* _TASK DESCRIPTION_
Scan the material for the word "DRIVE", then return every line where it appears.

START EXERCISE MATERIAL

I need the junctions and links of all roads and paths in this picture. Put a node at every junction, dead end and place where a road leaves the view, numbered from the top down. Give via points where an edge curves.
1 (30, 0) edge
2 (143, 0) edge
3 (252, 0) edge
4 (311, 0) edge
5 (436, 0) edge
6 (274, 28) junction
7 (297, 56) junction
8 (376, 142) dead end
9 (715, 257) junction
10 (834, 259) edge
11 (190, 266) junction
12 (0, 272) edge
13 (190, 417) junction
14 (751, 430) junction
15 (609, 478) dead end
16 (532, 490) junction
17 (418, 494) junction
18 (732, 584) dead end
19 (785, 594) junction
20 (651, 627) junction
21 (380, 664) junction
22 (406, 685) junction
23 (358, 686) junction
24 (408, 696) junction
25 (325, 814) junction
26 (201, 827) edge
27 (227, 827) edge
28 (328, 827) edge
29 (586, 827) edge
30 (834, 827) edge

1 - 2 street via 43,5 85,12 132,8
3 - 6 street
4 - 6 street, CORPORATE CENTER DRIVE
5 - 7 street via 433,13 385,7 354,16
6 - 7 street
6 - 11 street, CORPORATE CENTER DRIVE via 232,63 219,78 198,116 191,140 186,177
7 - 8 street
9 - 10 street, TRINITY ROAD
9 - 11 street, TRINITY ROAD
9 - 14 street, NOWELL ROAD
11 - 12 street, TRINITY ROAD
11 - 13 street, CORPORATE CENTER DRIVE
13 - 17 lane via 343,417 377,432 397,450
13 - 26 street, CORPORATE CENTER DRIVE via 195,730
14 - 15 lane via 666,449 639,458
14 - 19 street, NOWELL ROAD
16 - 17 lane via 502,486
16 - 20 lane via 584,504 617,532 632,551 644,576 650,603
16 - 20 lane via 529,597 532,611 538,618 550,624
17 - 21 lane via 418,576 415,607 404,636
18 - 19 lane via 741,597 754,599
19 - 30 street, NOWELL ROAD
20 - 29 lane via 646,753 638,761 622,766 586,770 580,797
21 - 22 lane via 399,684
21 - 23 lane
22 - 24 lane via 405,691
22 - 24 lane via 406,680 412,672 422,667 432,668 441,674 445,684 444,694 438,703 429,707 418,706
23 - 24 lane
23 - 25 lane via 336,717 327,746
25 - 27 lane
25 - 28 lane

END EXERCISE MATERIAL

* _RESULT OF THE TASK_
4 - 6 street, CORPORATE CENTER DRIVE
6 - 11 street, CORPORATE CENTER DRIVE via 232,63 219,78 198,116 191,140 186,177
11 - 13 street, CORPORATE CENTER DRIVE
13 - 26 street, CORPORATE CENTER DRIVE via 195,730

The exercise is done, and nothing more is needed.